Why did I have to be weighed?
The longer I sat there, the more I fussed. So when that kind, long-suffering woman walked into the room, I practically leapt like a wrestler who’d scaled the ropes to really get a good drop on her.
I explained to her that I’d been spending the last three years coming to grips with the fact that the scale is a liar when it comes to being a good measure of health – and that having to be weighed just to enter the inner sanctum was an immediate reversal of all that good work. It was like she was saying my weight was the only measure of my health that she was interested in.
She explained that there are several easy constants that she – and all doctors – can use to map a body’s condition over time, and that weight is one of them.
Then – because she’s a very good doctor and likes a thoughtful question – she posited a few what if’s for me. What if I was a diabetic? Would it be wrong to do regular weight checks?
(But I’m not a diabetic, I replied with a pout, and this wasn’t a check-up; it was for a specific issue. And the nurse had stopped to check my file to make sure she’d gotten all the vitals she needed before putting me in the exam room; there could have just as easily been a note to her that said my weight was of annual – and not more frequent – interest.)
If you had an anorexic daughter, she asked me, wouldn’t you want her weight to be part of every doctor’s visit?
(I have very little experience with anorexia, but I offered the opinion that telling an anorexic that her weight was the key indicator of her health was a terrible idea.)
She told me that it happens that people don’t realize that they’ve lost or gained weight, and she can forestall larger issues (she said the word “malignancy,” which is like a trump card in any exam room discussion) if she can see what’s going on with their weight.
“Everyone knows what they weigh. You can feel it in your jeans.” I dismissed her comment.
“Not if they don’t want to know,” she shot back – and damned if she wasn’t right. We all see what we want to see, and if you fear that your sudden unexplained weight loss is a symbol of a returning cancer, you might very well choose to ignore the potential horrors.
She explained that weight can even be a factor in arthritis, which was a pretty good stopper to my arguments – and she clarified that for her, weight is not about shame or societal expectations or emotions; it’s a scientific measure of the body and that’s it.
“But my weight is ALL about shame and expectations and emotions to ME. You’re not weighing me to upset me, but that’s the result.” I was terribly pugnacious today.
If I was empress, I told her, I would change the policy in every doctor’s office.
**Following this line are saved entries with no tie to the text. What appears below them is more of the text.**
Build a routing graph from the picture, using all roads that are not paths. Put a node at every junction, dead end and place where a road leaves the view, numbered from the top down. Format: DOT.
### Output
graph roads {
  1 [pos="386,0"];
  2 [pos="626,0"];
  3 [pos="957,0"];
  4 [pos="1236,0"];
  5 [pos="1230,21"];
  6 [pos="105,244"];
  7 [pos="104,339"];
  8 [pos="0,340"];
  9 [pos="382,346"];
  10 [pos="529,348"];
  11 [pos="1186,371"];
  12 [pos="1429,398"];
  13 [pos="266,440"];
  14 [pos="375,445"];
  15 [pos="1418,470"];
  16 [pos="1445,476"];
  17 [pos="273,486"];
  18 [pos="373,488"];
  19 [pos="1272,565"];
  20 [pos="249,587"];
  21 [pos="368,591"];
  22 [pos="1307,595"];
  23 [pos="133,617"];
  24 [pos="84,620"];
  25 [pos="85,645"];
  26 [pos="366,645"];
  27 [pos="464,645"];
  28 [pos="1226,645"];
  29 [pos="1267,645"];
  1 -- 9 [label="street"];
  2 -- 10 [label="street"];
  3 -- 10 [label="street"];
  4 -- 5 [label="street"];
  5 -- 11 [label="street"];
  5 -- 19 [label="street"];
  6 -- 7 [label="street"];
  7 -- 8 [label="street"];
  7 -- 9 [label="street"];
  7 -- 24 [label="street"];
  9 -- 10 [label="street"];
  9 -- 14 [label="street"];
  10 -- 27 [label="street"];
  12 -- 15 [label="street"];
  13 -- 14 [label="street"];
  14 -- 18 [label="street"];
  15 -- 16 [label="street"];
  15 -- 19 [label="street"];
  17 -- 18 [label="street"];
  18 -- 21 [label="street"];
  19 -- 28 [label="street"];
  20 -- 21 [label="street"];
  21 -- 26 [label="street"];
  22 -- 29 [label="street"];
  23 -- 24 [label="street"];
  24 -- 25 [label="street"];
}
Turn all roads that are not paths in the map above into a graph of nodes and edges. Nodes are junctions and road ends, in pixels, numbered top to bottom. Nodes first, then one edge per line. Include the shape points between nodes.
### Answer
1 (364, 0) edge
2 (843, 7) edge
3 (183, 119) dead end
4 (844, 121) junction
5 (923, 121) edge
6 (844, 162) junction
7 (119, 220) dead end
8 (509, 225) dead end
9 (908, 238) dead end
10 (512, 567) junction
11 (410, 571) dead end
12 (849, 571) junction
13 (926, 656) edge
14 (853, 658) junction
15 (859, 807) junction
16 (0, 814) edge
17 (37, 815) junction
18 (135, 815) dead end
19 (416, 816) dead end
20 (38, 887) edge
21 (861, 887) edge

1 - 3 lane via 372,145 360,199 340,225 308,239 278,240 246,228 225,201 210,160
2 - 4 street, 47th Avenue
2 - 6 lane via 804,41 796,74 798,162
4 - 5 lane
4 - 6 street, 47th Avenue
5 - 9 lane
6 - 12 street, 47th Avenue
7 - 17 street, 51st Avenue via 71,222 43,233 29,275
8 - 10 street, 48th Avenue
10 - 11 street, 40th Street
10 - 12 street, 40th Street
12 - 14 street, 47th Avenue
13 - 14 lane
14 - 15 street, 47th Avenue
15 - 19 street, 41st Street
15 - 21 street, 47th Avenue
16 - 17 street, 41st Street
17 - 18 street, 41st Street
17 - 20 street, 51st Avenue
I’d have a scale in every exam room instead of one scale in the nurse’s area. And once the doctor came in and found out why the patient was there, the doctor could choose to say “Let’s see if weight is a factor in what you’re telling me; step up on the scale.”
“You’ve given me something to think about,” she said – which proves she’s a kind as well as a skilled doctor. And then she used nitrogen to freeze the bumpy place off my chest because it wasn’t even a remotely interesting case to the dermatologist she consulted.
It’s hard enough to give up the idea that my weight determines my health – it’s even harder to go up against the medical community. But I’m telling you: Weighing every patient, every time, is unnecessary and sends a bad signal to anyone who already feels badly about their body. It might even cause someone to avoid the doctor entirely.
I guess it’s easy for a basically-healthy person to say that. What’s your take?
I’m really getting good at the ugly selfie. That’s my bumpy place, after being insulted by a nitrogen freeze treatment. There goes my career as a bikini model, at least for a while.
PS: I’ll be sending a link to this post to my doctor; maybe she’ll correct my errors in a comment! Hi, Dr. Long. Want to continue the discussion?